Tek-Tips is the largest IT community on the Internet today!

Members share and learn making Tek-Tips Forums the best source of peer-reviewed technical information on the Internet!

  • Congratulations wOOdy-Soft on being selected by the Tek-Tips community for having the most helpful posts in the forums last week. Way to Go!

Update schema stats and its frequency

Status
Not open for further replies.

dbalearner

Technical User
Aug 23, 2003
170
GB
I have recently been given responsibility for a back office Oracle 9i system. Users were complaining that putting through 1000 trades using one schema takes roughly an hour. On further investigation I noticed that out of 350 tables only three big tables has the stats updated in May this year!

In actual fact if I do a rowcount on these tables as shown below the number of rows is much higher

Tables with stats on = 3

Tables with no stats on = 347


TABLE_NAME BYTES NUM_ROWS Last Analyzed
------------------------------ ---------- ---------- --------------------
ACCOUNT_POSTING 981467136 378723 2005/05/18
AUDIT_MVT 578813952 1050945 2005/05/18
HISTOMVTS 134217728 201394 2005/05/18

Total count of rows in ACCOUNT_POSTING = 7538240

Total count of rows in AUDIT_MVT = 2901447

Total count of rows in HISTOMVTS = 573802

I have already backed up whatever the stats is for this schema using the following:

EXEC DBMS_STATS.CREATE_STAT_TABLE ('SOPHISNY','SOPHIS_STATISTICS','USERS');
EXEC DBMS_STATS.EXPORT_SCHEMA_STATS ('SOPHISNY','SOPHIS_STATISTICS','SOPHISNY','SOPHISNY');

Now I would like to update stats in all this schema's tables using the following:

DBMS_STATS.gather_schema_stats(
ownname => 'SOPHISNY',
cascade => true);

Since tables are fairly small I have opted for full (as opposed to ESTIMATE option). Believe it or not we do not have a dev environment for this application so I have to update stats in production without testing it. However, I am convinced that it will only do good. I will then finish the task by:

alter system flush shared_pool;


The questions that I have are

1) Does this approach make sense and there will not be any side effects (in case)
2) With full schema stats what sort of locking is applied to tables and indexes and will there be any blocking locks. Obviously I will be doing this task at a maintenance time
3) I have been tol to believe that update stats is only required if more than 10% of rows in underlying table ared added or removed. I can easily do the update stats nightly. If so will there be any detrimental effect? Or shall I opt for weekly update stats?

Many thanks,

Learner
 
Learner,

1) Your strategy is harmless.

2) Remember, gathering stats is a READ activity with no locking either implicit or explicit. The Oracle world is famous for the fact that no one is ever blocked from reading. And in this case, since there are no locks, your stats gathering will also not block writers.

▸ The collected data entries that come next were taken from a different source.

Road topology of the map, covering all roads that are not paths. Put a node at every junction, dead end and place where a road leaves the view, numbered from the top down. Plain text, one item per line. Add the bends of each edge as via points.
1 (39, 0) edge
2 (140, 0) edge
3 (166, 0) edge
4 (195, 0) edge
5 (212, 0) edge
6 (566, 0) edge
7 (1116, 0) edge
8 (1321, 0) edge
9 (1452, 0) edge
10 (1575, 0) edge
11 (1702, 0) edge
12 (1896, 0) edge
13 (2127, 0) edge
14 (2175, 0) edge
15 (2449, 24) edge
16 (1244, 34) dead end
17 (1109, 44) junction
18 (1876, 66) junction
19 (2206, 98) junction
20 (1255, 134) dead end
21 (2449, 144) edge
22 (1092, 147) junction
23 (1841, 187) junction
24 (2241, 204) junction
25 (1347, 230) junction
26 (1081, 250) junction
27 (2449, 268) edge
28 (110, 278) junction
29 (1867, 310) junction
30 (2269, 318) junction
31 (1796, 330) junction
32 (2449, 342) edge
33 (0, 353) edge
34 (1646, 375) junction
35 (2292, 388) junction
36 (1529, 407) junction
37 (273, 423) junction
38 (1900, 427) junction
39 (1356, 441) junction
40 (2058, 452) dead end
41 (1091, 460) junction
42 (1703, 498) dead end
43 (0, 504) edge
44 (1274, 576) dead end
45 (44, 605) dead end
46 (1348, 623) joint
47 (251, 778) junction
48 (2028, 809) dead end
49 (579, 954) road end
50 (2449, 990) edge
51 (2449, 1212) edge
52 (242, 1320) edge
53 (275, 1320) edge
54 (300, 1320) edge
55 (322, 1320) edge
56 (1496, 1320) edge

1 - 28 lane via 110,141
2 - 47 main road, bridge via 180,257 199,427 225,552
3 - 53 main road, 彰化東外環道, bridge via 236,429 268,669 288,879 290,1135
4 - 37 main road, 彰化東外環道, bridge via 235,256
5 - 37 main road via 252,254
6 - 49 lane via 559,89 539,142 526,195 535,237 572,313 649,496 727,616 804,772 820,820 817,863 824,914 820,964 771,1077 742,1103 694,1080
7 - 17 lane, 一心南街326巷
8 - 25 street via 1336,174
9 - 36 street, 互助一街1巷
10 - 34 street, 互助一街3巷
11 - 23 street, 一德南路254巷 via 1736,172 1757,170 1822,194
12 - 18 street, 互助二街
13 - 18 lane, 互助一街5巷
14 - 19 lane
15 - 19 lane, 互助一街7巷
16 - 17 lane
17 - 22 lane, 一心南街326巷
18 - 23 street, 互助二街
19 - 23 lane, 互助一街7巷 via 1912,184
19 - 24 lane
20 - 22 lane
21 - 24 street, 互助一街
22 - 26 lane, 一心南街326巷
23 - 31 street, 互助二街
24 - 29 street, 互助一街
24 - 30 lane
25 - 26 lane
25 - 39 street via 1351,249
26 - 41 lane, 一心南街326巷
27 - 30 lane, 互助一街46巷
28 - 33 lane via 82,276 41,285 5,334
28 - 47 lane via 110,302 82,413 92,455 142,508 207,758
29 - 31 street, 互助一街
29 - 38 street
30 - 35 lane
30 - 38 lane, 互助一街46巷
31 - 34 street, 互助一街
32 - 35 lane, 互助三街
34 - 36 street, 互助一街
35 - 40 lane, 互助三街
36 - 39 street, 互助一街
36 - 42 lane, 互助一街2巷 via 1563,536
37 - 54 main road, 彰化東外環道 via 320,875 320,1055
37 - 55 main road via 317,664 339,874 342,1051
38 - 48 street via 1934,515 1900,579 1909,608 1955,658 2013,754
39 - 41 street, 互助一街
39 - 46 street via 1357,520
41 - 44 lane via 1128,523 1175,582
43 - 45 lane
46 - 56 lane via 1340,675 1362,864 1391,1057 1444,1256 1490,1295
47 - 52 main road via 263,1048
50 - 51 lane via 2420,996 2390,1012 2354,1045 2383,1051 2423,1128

3) I would be interested to see the reference on the "10%" threshold. The bottom line is, if stale stats negatively impact performance, then you should gather fresh stats. We re-gather stats by schema on a weekly basis. You may need nightly if your numbers swing more drastically.

ESTIMATE is less invasive than COMPUTE. We use a 10% ESTIMATE and have found that the results are remarkably accurate without negatively impacting performance.

[santa]Mufasa
(aka Dave of Sandy, Utah, USA)
[ Providing low-cost remote Database Admin services]
Click here to join Utah Oracle Users Group on Tek-Tips if you use Oracle in Utah USA.
 
Thanks for your feed

The other option (in place of compute) is for me to use the following which generates the statistics for all tables and indexes owned by the schema by analyzing 10% of data from each of the objects. It will also creates histograms (with 10 buckets) on all columns which are part of any index. However, no column statistics will be collected for the remaining (non-indexed) columns
*/
DBMS_STATS.gather_schema_stats(
ownname => 'SOPHISNY',
estimate_percent => 10,
method_opt => 'for all indexed columns size 10',
cascade => true);

I believe this apprioch as you correctly suggested is good (appreciate any comments/suggestions). However, as a matter of interet if I use estimate, will the column user_tables_num_rows display the correct number of rows or does it matter?

Thanks
 
Hi Learner,

Why flush the shared pool?

We use the compute method, but only on stats that need refresh:
Once:
Code:
exec DBMS_STATS.ALTER_SCHEMA_TABLE_MONITORING (
       ownname    => 'SOPHISNY',
       monitoring => TRUE);
And every night:
Code:
exec DBMS_STATS.gather_schema_stats(
       ownname => 'SOPHISNY',
       estimate_percent => NULL,
       method_opt => 'for all indexed columns size 10',
       options => 'GATHER STALE',
       cascade => TRUE);

The view sys.dba_tab_modifications shows you the "traffic" on your tables. Based on this values and the size of the table the system decides whether the stats have to be updated or not.

Stefan
 
Hi Stefan,

I flush the shared pool because I assume that you want to get rid of the old and potentially wrong plans based upon the old stats.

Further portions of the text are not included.